Like other Irish banks, AIB needs to clear down its debts.  One way to do so is to swap its outstanding IOUs for government ones as part of the bank's nationalisation.  In theory, such deals give bond holders a greater chance of getting their money back. 

Yet there is no such thing as a free lunch.  Bondholders must pay a hefty price.  Other AIB deals have invoked haircuts up to 50% as junky bank debt is swapped for not so junky government paper.   European leaders and the IMF see such ‘burden sharing' as a fair price for bailing out the country.

As Jamie Stuttard, Head of European and UK Fixed Income at Schroders points out: "The Irish government bond market has been undone by its banking, consumer and housing sectors, and their combined effect on the real economy, fiscal position and debt capital markets funding."

The gross financial exposure of the Irish banking system is 1400% of GDP.  There simply is not enough cash to payback bonds at face value.

Another set of AIB bondholders must now vote on a new deal.  A ‘sweeper clause' may scare them into agreeing.  Those that refuse could receive just one cent per €1,000 worth of bonds held.
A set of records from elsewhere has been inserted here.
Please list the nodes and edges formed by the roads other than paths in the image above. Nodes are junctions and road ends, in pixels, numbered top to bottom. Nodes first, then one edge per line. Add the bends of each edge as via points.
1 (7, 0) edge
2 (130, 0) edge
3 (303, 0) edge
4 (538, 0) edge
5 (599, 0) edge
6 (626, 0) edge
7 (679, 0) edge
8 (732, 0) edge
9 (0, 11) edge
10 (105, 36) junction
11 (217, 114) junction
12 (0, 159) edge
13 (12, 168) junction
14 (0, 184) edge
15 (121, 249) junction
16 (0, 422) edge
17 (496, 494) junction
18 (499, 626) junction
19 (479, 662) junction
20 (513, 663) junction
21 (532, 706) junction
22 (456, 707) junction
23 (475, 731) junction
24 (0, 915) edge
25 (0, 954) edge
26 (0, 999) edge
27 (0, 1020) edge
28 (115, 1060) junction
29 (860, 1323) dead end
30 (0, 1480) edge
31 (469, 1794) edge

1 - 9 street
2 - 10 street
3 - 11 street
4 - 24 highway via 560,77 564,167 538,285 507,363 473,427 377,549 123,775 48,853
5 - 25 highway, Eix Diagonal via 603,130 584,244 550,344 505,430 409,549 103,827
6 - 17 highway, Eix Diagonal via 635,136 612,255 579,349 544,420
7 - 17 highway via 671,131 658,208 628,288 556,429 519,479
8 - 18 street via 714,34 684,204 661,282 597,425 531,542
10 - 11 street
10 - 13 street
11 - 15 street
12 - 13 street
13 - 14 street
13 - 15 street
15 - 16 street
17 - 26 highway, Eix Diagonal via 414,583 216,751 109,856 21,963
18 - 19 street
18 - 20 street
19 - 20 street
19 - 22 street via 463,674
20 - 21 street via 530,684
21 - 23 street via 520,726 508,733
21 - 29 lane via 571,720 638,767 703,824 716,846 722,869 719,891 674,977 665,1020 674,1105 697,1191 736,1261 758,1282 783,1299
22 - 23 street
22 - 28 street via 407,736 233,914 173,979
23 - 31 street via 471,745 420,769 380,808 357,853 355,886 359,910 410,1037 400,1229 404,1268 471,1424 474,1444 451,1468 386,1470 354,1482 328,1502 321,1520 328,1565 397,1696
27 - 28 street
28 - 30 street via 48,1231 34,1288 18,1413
The deal is hardly being conducted on fair terms, say the pension and life funds.  John Pattullo, head of retail fixed income at Henderson, points out that governments can simply change the rules – as the UK did over Bradford & Bingley.  He adds: "You also get moral hazard.  If all bondholders are 100% guaranteed by the government, then they should only get sovereign yields."

The other issue is that these bonds are subordinated or junior debt.  Holders only get paid their regular coupons after senior bondholders are paid first.  Senior payments must stop if the bank wants to revise subordinated debt terms and conditions, say the group of investors.

Senior debt holders certainly do not like that idea, nor does the Irish government or the EU.  If senior holders are affected, Europe's fragile bank bond market will freeze over.  Spanish, Portuguese, Italian and even British banks could face a huge liquidity squeeze.

If the worst happens and banks and countries default, investors might then think that one cent per €1,000 was not such a bad deal after all.

One Telegraph reader thinks bondholders are being greedy and that they should accept the terms on offer.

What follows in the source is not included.